* [Problem description]:
Every entry below, first to last, should be restated word for word.

* [Material for the task]:
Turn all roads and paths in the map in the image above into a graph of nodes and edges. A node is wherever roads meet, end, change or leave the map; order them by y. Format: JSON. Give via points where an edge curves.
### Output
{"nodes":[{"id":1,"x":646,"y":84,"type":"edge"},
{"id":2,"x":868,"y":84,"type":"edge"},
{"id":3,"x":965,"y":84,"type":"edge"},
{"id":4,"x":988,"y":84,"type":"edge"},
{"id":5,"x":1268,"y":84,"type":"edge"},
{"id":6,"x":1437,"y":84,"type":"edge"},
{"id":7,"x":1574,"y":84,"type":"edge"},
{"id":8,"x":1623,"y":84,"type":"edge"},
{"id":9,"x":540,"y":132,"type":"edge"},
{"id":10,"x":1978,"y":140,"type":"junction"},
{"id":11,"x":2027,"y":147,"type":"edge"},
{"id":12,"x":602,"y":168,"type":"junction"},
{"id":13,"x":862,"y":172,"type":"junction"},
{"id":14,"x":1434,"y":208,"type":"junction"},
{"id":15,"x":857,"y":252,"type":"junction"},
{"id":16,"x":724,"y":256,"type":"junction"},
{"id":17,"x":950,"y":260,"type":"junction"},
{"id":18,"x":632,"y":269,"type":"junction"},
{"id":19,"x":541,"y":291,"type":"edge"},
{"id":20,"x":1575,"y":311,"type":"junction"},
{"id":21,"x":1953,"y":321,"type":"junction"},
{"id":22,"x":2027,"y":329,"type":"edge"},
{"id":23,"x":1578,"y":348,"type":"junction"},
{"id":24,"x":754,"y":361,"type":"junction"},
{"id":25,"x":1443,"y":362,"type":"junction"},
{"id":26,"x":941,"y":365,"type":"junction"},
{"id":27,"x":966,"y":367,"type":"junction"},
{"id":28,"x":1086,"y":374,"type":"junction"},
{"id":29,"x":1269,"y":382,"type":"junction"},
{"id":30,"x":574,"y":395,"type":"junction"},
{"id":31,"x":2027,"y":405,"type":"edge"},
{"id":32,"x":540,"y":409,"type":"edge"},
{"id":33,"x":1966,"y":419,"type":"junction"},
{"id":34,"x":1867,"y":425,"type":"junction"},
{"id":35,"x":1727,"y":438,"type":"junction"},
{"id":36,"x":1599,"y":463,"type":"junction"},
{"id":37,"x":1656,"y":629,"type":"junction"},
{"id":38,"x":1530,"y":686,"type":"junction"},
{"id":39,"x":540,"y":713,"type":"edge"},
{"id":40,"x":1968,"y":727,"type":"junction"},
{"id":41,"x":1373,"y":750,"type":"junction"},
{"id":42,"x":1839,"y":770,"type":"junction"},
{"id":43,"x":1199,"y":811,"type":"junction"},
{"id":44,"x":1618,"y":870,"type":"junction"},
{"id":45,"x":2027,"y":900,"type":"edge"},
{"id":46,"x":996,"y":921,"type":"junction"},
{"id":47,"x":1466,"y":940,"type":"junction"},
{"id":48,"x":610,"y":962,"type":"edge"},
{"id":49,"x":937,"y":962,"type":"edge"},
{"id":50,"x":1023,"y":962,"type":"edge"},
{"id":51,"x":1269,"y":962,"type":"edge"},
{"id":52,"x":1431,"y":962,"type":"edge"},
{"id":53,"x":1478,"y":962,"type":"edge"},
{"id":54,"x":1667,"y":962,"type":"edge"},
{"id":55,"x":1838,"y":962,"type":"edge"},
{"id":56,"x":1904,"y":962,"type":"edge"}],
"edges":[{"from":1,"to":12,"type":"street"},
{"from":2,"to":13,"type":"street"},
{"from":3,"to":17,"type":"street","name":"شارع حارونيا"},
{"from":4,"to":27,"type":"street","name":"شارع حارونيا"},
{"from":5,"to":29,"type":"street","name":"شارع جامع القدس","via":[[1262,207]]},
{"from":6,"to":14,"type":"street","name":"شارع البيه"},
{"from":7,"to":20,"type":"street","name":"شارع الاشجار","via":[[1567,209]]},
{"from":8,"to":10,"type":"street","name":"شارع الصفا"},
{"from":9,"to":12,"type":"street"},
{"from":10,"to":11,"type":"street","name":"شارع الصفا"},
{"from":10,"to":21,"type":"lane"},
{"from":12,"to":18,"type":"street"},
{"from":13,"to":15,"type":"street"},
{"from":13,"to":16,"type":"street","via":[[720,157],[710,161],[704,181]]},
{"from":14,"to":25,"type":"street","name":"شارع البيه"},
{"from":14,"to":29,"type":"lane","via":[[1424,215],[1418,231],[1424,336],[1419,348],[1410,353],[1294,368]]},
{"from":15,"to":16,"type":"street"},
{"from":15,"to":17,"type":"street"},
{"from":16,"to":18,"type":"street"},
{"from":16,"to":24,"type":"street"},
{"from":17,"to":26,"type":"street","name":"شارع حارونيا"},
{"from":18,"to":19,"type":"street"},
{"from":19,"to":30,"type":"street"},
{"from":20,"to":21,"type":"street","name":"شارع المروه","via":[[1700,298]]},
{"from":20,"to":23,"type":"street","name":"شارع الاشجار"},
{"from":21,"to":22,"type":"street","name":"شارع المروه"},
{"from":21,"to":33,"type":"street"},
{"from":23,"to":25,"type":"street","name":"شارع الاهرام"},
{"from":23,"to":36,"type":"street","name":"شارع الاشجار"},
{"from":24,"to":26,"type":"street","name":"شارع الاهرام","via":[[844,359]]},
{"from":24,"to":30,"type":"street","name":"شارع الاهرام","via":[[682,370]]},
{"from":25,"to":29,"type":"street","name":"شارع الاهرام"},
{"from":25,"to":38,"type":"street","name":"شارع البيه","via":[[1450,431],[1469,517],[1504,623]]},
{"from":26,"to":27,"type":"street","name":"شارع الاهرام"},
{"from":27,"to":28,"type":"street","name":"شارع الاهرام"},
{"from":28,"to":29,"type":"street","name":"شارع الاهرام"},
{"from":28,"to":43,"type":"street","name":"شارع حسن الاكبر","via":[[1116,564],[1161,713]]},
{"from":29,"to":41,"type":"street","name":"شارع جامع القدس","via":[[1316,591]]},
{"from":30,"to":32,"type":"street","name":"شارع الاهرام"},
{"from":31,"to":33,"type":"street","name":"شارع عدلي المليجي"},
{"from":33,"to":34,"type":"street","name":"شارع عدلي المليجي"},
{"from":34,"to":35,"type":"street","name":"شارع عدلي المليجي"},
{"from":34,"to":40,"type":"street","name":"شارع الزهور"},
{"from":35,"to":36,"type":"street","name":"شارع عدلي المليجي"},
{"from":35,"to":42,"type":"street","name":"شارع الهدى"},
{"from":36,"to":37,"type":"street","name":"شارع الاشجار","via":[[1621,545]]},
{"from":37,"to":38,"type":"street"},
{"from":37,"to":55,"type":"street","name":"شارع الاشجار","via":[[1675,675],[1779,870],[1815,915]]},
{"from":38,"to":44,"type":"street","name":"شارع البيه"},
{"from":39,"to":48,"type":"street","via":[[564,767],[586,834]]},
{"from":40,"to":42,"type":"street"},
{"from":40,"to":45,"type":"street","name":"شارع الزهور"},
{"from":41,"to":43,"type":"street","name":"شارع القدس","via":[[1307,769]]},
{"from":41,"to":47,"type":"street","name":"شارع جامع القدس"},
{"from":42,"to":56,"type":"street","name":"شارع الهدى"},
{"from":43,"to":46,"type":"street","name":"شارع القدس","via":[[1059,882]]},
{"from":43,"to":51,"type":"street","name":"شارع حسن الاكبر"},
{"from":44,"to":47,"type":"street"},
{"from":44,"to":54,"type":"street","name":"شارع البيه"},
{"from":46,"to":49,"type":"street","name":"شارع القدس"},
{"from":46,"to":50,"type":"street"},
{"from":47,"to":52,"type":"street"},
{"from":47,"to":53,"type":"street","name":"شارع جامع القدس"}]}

* [Solution to this exercise]:
Turn all roads and paths in the map in the image above into a graph of nodes and edges. A node is wherever roads meet, end, change or leave the map; order them by y. Format: JSON. Give via points where an edge curves.
### Output
{"nodes":[{"id":1,"x":646,"y":84,"type":"edge"},
{"id":2,"x":868,"y":84,"type":"edge"},
{"id":3,"x":965,"y":84,"type":"edge"},
{"id":4,"x":988,"y":84,"type":"edge"},
{"id":5,"x":1268,"y":84,"type":"edge"},
{"id":6,"x":1437,"y":84,"type":"edge"},
{"id":7,"x":1574,"y":84,"type":"edge"},
{"id":8,"x":1623,"y":84,"type":"edge"},
{"id":9,"x":540,"y":132,"type":"edge"},
{"id":10,"x":1978,"y":140,"type":"junction"},
{"id":11,"x":2027,"y":147,"type":"edge"},
{"id":12,"x":602,"y":168,"type":"junction"},
{"id":13,"x":862,"y":172,"type":"junction"},
{"id":14,"x":1434,"y":208,"type":"junction"},
{"id":15,"x":857,"y":252,"type":"junction"},
{"id":16,"x":724,"y":256,"type":"junction"},
{"id":17,"x":950,"y":260,"type":"junction"},
{"id":18,"x":632,"y":269,"type":"junction"},
{"id":19,"x":541,"y":291,"type":"edge"},
{"id":20,"x":1575,"y":311,"type":"junction"},
{"id":21,"x":1953,"y":321,"type":"junction"},
{"id":22,"x":2027,"y":329,"type":"edge"},
{"id":23,"x":1578,"y":348,"type":"junction"},
{"id":24,"x":754,"y":361,"type":"junction"},
{"id":25,"x":1443,"y":362,"type":"junction"},
{"id":26,"x":941,"y":365,"type":"junction"},
{"id":27,"x":966,"y":367,"type":"junction"},
{"id":28,"x":1086,"y":374,"type":"junction"},
{"id":29,"x":1269,"y":382,"type":"junction"},
{"id":30,"x":574,"y":395,"type":"junction"},
{"id":31,"x":2027,"y":405,"type":"edge"},
{"id":32,"x":540,"y":409,"type":"edge"},
{"id":33,"x":1966,"y":419,"type":"junction"},
{"id":34,"x":1867,"y":425,"type":"junction"},
{"id":35,"x":1727,"y":438,"type":"junction"},
{"id":36,"x":1599,"y":463,"type":"junction"},
{"id":37,"x":1656,"y":629,"type":"junction"},
{"id":38,"x":1530,"y":686,"type":"junction"},
{"id":39,"x":540,"y":713,"type":"edge"},
{"id":40,"x":1968,"y":727,"type":"junction"},
{"id":41,"x":1373,"y":750,"type":"junction"},
{"id":42,"x":1839,"y":770,"type":"junction"},
{"id":43,"x":1199,"y":811,"type":"junction"},
{"id":44,"x":1618,"y":870,"type":"junction"},
{"id":45,"x":2027,"y":900,"type":"edge"},
{"id":46,"x":996,"y":921,"type":"junction"},
{"id":47,"x":1466,"y":940,"type":"junction"},
{"id":48,"x":610,"y":962,"type":"edge"},
{"id":49,"x":937,"y":962,"type":"edge"},
{"id":50,"x":1023,"y":962,"type":"edge"},
{"id":51,"x":1269,"y":962,"type":"edge"},
{"id":52,"x":1431,"y":962,"type":"edge"},
{"id":53,"x":1478,"y":962,"type":"edge"},
{"id":54,"x":1667,"y":962,"type":"edge"},
{"id":55,"x":1838,"y":962,"type":"edge"},
{"id":56,"x":1904,"y":962,"type":"edge"}],
"edges":[{"from":1,"to":12,"type":"street"},
{"from":2,"to":13,"type":"street"},
{"from":3,"to":17,"type":"street","name":"شارع حارونيا"},
{"from":4,"to":27,"type":"street","name":"شارع حارونيا"},
{"from":5,"to":29,"type":"street","name":"شارع جامع القدس","via":[[1262,207]]},
{"from":6,"to":14,"type":"street","name":"شارع البيه"},
{"from":7,"to":20,"type":"street","name":"شارع الاشجار","via":[[1567,209]]},
{"from":8,"to":10,"type":"street","name":"شارع الصفا"},
{"from":9,"to":12,"type":"street"},
{"from":10,"to":11,"type":"street","name":"شارع الصفا"},
{"from":10,"to":21,"type":"lane"},
{"from":12,"to":18,"type":"street"},
{"from":13,"to":15,"type":"street"},
{"from":13,"to":16,"type":"street","via":[[720,157],[710,161],[704,181]]},
{"from":14,"to":25,"type":"street","name":"شارع البيه"},
{"from":14,"to":29,"type":"lane","via":[[1424,215],[1418,231],[1424,336],[1419,348],[1410,353],[1294,368]]},
{"from":15,"to":16,"type":"street"},
{"from":15,"to":17,"type":"street"},
{"from":16,"to":18,"type":"street"},
{"from":16,"to":24,"type":"street"},
{"from":17,"to":26,"type":"street","name":"شارع حارونيا"},
{"from":18,"to":19,"type":"street"},
{"from":19,"to":30,"type":"street"},
{"from":20,"to":21,"type":"street","name":"شارع المروه","via":[[1700,298]]},
{"from":20,"to":23,"type":"street","name":"شارع الاشجار"},
{"from":21,"to":22,"type":"street","name":"شارع المروه"},
{"from":21,"to":33,"type":"street"},
{"from":23,"to":25,"type":"street","name":"شارع الاهرام"},
{"from":23,"to":36,"type":"street","name":"شارع الاشجار"},
{"from":24,"to":26,"type":"street","name":"شارع الاهرام","via":[[844,359]]},
{"from":24,"to":30,"type":"street","name":"شارع الاهرام","via":[[682,370]]},
{"from":25,"to":29,"type":"street","name":"شارع الاهرام"},
{"from":25,"to":38,"type":"street","name":"شارع البيه","via":[[1450,431],[1469,517],[1504,623]]},
{"from":26,"to":27,"type":"street","name":"شارع الاهرام"},
{"from":27,"to":28,"type":"street","name":"شارع الاهرام"},
{"from":28,"to":29,"type":"street","name":"شارع الاهرام"},
{"from":28,"to":43,"type":"street","name":"شارع حسن الاكبر","via":[[1116,564],[1161,713]]},
{"from":29,"to":41,"type":"street","name":"شارع جامع القدس","via":[[1316,591]]},
{"from":30,"to":32,"type":"street","name":"شارع الاهرام"},
{"from":31,"to":33,"type":"street","name":"شارع عدلي المليجي"},
{"from":33,"to":34,"type":"street","name":"شارع عدلي المليجي"},
{"from":34,"to":35,"type":"street","name":"شارع عدلي المليجي"},
{"from":34,"to":40,"type":"street","name":"شارع الزهور"},
{"from":35,"to":36,"type":"street","name":"شارع عدلي المليجي"},
{"from":35,"to":42,"type":"street","name":"شارع الهدى"},
{"from":36,"to":37,"type":"street","name":"شارع الاشجار","via":[[1621,545]]},
{"from":37,"to":38,"type":"street"},
{"from":37,"to":55,"type":"street","name":"شارع الاشجار","via":[[1675,675],[1779,870],[1815,915]]},
{"from":38,"to":44,"type":"street","name":"شارع البيه"},
{"from":39,"to":48,"type":"street","via":[[564,767],[586,834]]},
{"from":40,"to":42,"type":"street"},
{"from":40,"to":45,"type":"street","name":"شارع الزهور"},
{"from":41,"to":43,"type":"street","name":"شارع القدس","via":[[1307,769]]},
{"from":41,"to":47,"type":"street","name":"شارع جامع القدس"},
{"from":42,"to":56,"type":"street","name":"شارع الهدى"},
{"from":43,"to":46,"type":"street","name":"شارع القدس","via":[[1059,882]]},
{"from":43,"to":51,"type":"street","name":"شارع حسن الاكبر"},
{"from":44,"to":47,"type":"street"},
{"from":44,"to":54,"type":"street","name":"شارع البيه"},
{"from":46,"to":49,"type":"street","name":"شارع القدس"},
{"from":46,"to":50,"type":"street"},
{"from":47,"to":52,"type":"street"},
{"from":47,"to":53,"type":"street","name":"شارع جامع القدس"}]}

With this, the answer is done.